→ PROBLEM DESCRIPTION:
Compute the number of lines in the following data that include the word "than", and output that number alone.

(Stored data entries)
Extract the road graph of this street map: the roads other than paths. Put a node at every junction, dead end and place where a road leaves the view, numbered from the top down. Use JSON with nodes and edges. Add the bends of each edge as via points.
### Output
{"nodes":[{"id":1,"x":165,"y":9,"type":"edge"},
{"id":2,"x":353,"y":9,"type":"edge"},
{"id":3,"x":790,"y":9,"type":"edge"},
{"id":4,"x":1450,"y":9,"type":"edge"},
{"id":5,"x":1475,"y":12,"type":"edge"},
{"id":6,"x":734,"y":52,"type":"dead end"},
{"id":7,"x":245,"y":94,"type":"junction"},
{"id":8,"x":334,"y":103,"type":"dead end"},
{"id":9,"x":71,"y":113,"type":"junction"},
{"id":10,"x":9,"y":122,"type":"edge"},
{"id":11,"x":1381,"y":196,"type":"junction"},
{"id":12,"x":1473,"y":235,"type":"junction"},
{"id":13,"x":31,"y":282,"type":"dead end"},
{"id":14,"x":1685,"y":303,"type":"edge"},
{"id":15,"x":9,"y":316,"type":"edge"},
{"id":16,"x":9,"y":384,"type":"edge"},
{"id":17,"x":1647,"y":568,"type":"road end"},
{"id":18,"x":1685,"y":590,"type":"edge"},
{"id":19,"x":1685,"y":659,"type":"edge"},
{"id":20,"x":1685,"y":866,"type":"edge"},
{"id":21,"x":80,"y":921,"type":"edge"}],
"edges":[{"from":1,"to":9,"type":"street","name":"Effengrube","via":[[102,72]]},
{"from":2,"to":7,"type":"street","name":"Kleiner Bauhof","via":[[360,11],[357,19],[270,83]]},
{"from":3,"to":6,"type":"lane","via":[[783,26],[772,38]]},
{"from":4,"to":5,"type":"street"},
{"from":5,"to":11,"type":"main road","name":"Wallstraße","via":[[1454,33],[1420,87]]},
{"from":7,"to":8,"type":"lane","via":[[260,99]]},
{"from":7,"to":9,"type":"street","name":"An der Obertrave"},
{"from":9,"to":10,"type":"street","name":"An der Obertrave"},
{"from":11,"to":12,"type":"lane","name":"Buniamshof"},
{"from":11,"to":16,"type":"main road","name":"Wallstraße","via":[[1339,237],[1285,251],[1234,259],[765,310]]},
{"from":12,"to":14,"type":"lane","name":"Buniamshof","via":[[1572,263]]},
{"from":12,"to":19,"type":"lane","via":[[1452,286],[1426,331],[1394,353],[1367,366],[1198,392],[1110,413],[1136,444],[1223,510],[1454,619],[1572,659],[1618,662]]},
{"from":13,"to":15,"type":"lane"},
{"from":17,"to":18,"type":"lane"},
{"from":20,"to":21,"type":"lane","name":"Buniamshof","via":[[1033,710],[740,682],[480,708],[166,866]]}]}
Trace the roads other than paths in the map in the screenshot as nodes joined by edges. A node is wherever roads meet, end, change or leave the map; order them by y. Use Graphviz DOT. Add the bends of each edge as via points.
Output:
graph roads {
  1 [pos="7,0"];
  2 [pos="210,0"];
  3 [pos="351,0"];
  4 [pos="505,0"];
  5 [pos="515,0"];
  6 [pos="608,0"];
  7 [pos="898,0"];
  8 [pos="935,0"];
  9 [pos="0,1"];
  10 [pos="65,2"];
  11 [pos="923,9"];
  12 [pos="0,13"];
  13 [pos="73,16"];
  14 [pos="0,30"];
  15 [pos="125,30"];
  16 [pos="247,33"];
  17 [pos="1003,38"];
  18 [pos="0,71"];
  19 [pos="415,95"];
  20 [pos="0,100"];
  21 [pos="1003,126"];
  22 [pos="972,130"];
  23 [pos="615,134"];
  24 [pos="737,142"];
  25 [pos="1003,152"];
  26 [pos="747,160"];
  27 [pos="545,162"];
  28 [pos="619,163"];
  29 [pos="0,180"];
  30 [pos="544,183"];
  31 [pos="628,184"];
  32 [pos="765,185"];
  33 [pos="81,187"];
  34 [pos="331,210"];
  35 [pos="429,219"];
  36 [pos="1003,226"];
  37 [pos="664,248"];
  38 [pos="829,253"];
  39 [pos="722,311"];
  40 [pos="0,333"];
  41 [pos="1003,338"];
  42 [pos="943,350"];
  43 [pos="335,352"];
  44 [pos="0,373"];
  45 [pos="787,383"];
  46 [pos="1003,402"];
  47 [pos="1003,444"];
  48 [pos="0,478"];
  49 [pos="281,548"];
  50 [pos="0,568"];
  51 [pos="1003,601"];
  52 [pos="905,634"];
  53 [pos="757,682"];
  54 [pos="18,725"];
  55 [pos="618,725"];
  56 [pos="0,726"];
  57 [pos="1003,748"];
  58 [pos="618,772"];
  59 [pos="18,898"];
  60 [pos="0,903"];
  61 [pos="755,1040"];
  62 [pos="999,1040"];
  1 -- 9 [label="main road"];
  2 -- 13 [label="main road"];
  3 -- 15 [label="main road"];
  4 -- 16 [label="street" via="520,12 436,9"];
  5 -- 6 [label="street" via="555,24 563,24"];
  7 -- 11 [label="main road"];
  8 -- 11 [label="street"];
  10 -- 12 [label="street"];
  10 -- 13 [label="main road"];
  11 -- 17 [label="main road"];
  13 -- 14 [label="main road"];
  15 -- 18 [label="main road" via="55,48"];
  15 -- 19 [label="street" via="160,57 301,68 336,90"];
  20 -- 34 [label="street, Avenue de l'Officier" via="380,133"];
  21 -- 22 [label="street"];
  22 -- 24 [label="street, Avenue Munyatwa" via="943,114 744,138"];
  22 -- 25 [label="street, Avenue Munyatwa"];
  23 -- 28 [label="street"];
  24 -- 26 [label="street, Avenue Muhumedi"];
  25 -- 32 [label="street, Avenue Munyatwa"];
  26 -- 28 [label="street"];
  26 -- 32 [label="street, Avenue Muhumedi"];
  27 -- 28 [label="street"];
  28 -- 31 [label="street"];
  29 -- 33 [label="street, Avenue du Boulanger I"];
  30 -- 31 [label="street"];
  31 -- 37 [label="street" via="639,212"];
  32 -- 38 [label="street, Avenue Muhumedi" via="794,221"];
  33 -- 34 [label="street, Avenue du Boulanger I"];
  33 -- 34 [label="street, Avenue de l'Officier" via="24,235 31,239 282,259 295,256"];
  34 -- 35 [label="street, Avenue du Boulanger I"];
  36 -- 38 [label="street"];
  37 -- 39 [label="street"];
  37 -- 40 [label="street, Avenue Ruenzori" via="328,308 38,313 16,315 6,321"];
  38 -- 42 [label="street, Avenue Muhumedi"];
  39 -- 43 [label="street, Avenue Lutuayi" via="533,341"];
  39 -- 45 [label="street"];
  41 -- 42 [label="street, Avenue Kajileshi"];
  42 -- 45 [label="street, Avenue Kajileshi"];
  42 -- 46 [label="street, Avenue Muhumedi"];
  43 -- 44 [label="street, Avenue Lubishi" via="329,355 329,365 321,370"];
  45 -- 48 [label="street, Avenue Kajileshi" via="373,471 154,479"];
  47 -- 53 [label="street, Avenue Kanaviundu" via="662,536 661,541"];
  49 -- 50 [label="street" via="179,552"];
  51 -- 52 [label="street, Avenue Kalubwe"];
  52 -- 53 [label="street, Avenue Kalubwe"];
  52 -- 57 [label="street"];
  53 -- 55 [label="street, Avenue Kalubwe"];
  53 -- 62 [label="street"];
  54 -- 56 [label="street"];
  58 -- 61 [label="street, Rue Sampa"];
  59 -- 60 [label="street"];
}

→ YOUR RESPONSE:
2